The antifungal activity against Rhizoctonia solani was evaluated by the poison food technique using the PDA medium. At 150 ppm concentration of AgNPs, the maximum percent inhibition of 52.16% in the mycelial growth of Rhizoctonia solani was observed after 5 days of incubation. However, minimum inhibition was recorded at 50 ppm concentration (Table 1). There was clear inhibition in growth of R. solani at all the tested concentrations of AgNPs in comparison to control which indicated the possible use of AgNPs in controlling this multiphagous pathogen after successful evaluation under in vitro conditions (Figure 7).

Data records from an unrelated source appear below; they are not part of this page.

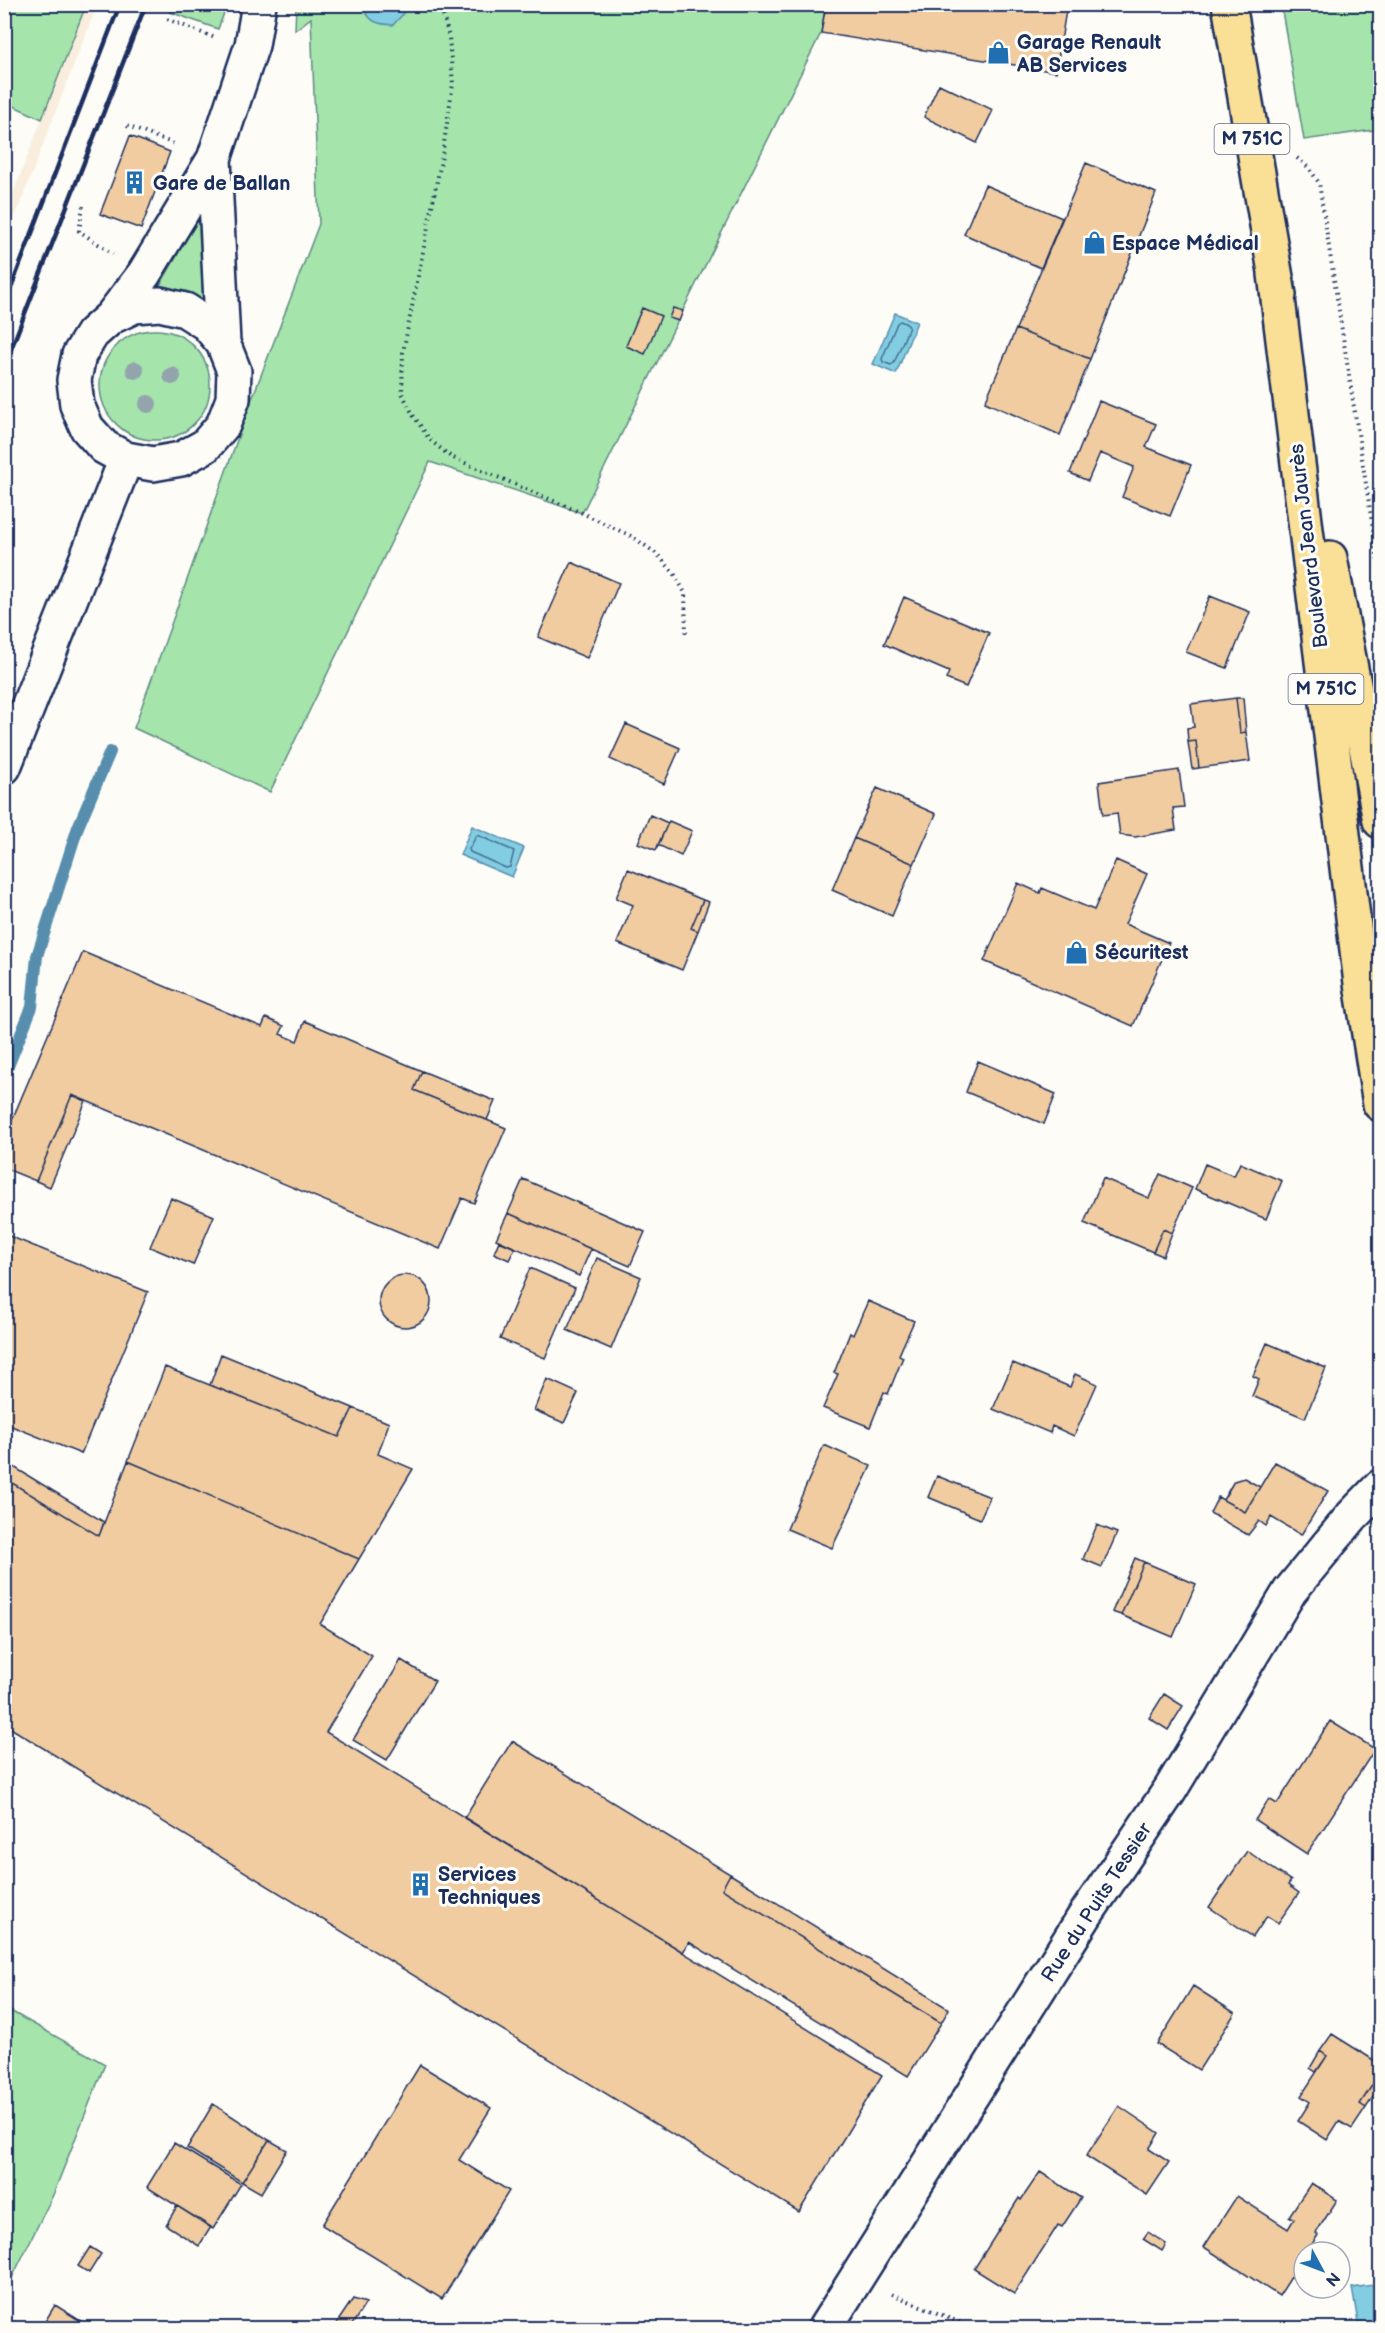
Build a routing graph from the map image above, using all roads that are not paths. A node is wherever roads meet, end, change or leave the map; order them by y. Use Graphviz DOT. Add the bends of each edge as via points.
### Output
graph roads {
  1 [pos="259,4"];
  2 [pos="1229,4"];
  3 [pos="214,159"];
  4 [pos="1275,274"];
  5 [pos="111,317"];
  6 [pos="223,344"];
  7 [pos="126,459"];
  8 [pos="4,767"];
  9 [pos="1380,821"];
  10 [pos="1380,1104"];
  11 [pos="1380,1488"];
  12 [pos="825,2328"];
  1 -- 3 [label="street" via="252,45"];
  2 -- 4 [label="main road, Boulevard Jean Jaurès / M 751C"];
  3 -- 5 [label="street" via="144,274"];
  3 -- 6 [label="street"];
  4 -- 9 [label="main road, Boulevard Jean Jaurès / M 751C"];
  4 -- 10 [label="main road, Boulevard Jean Jaurès / M 751C" via="1361,983"];
  5 -- 6 [label="street" via="134,306 160,303 185,310 207,324"];
  5 -- 7 [label="street" via="92,334 79,355 74,380 77,405 87,428 104,447"];
  6 -- 7 [label="street" via="234,371 233,399 223,425 205,446 181,459 153,464"];
  7 -- 8 [label="street"];
  11 -- 12 [label="street, Rue du Puits Tessier" via="1290,1591 1170,1790 1086,1914"];
}
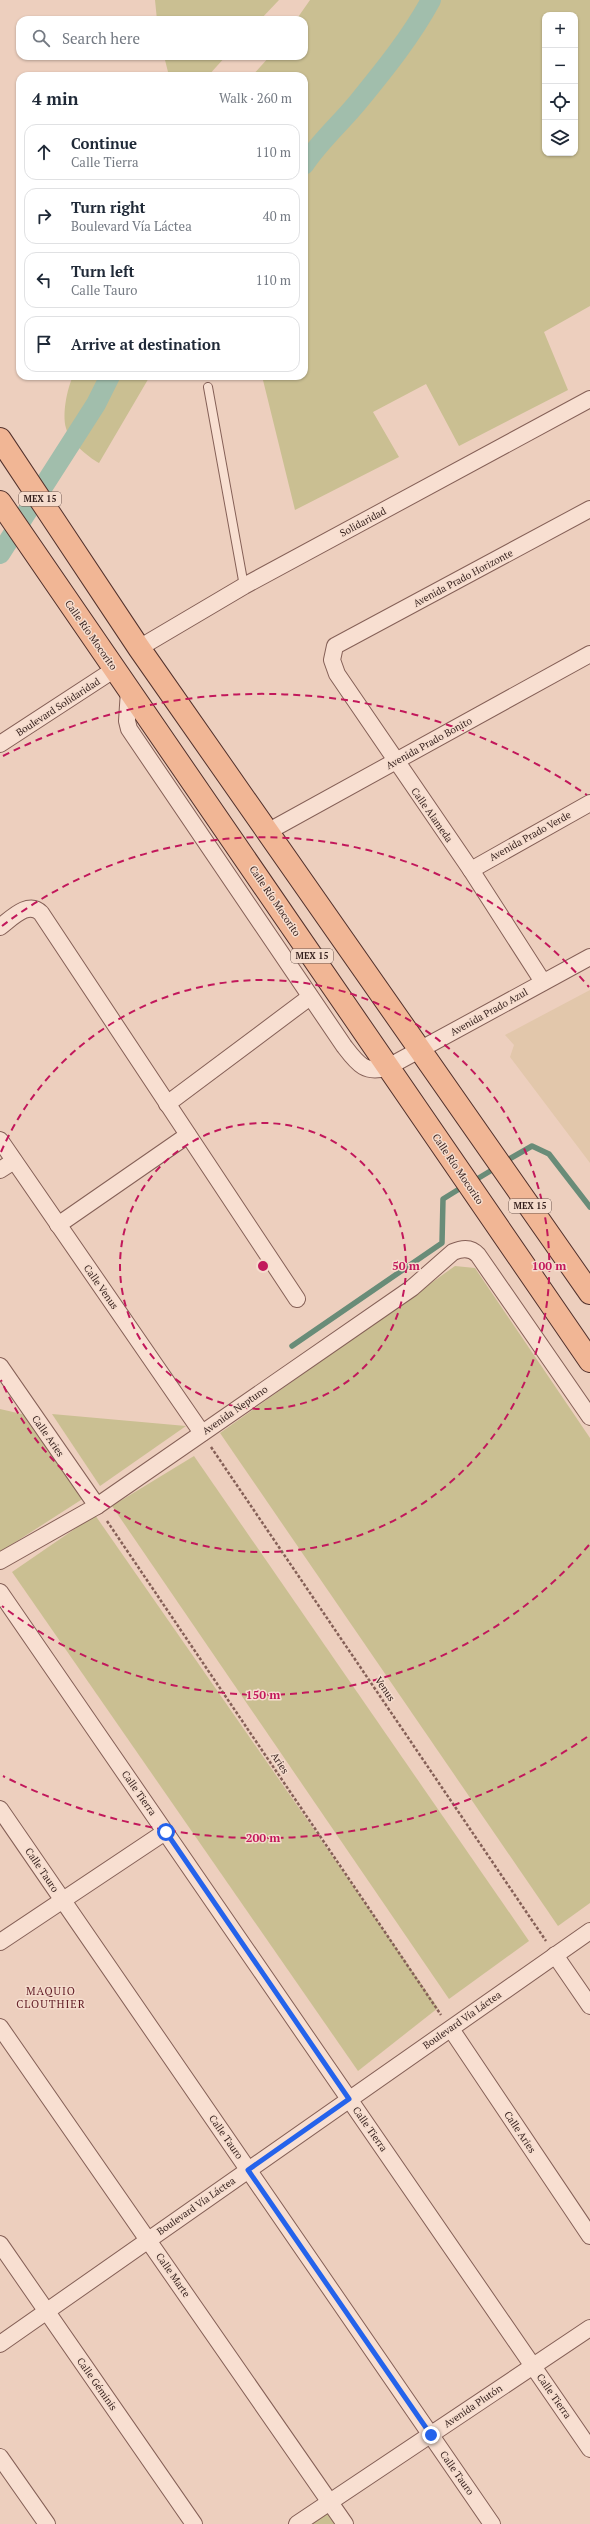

In Fusarium oxysporum f. sp. lycopersici, 47.08% inhibition of mycelia growth was observed at 150 ppm concentration of AgNPs after 05 days of inoculation (Table 2). The radial growth of the fungus on the PDA medium and their zone of inhibition are depicted (Figure 8). Earlier, Sukhwal et al. [21] also studied the antifungal activity of AgNPs by the poison food technique on PDA media using phytopathogenic fungi Colletotrichum chlorophyti and obtained the maximum percent inhibition at 100 ppm concentration of AgNPs. In the present investigation, antifungal activity of AgNPs has been proven against two major soilborne fungal pathogens of chickpea, opening the avenues for exploiting the use of nanoparticles in plant disease control.

4. Conclusion

Recently, plant extracts have become attractive methods for the reduction of ions, and they act as reducing and capping agents. B. lanzan Spreng, an endemic forest plant species of India, contains several essential secondary metabolites and has the potential to reduce AgNO3 into AgNPs. Taking into consideration the various advantages of green synthesis of AgNPs and the use of plant extracts and their top-notch antimicrobial activities, there is no doubt that this research field will continue to attract an awful lot interest in current years. The B. lanzan Spreng containing AgNPs was assessed under the UV-vis spectrophotometer, and the highest absorbance was obtained at 406 nm. XRD results revealed the presence of silver in the sample. SEM results reveal the spherical shape and size of AgNPs, which varied from 25.09 nm to 65.25 nm, and the average size of the particles was 42.3 nm. Moreover, the EDX results revealed the absence of contamination in the sample. Only oxygen was present in a very trace amounts other than silver. TEM results reveal the oval to spherical shape of the sample, and the size was found to be 14.09 nm, and also, the reports reveal the crystalline nature of AgNPs. The zeta potential was found to be −27 Mv by DLS results, and the results reveal that the sample is stable, uniform, has low conductivity, and was negatively charged. The antifungal activity of AgNPs against Rhizoctonia solanum and Fusarium oxysporum f. sp. lycopersici was evaluated and obtained the maximum percent of mycelia growth inhibition at 150 ppm concentration in fungi. This study presents valuable information concerning the antimicrobial and phytopathogenic efficacies of B. lanzan Spreng leaf extract-mediated AgNPs. The nanoparticles may be similarly subjected to toxicity assays, and further research needs to be designed in order to assess the effects, so they could produce to soil, plants, and environment, in general, due to long-term exposure. Therefore, local and countrywide regulatory institutions must set up guidelines and monitoring strategies for better use of these nanotechnological advances.

Data Availability

The data generated during this study are available at Biotechnology Centre, Jawaharlal Nehru Krishi Vishwa Vidyalaya, Jabalpur 482004, India, and are available from the corresponding author upon request.

Conflicts of Interest

The authors declare that they have no conflicts of interest.

Authors’ Contributions

AP, RS, RSR, and SS conceived and designed the experiments. AP, RS, AK, RSR, and SS performed the laboratory experiments. DJ and HSK performed SEM, TEM, and zeta potential. RS, EM, DJ, and AS wrote the manuscript. All authors read and approved the final manuscript. RS and AP contributed equally to the work.

Acknowledgments

The authors are thankful to Department of Biotechnology, Ministry of Science and Technology, GOI, for providing financial assistance for this work.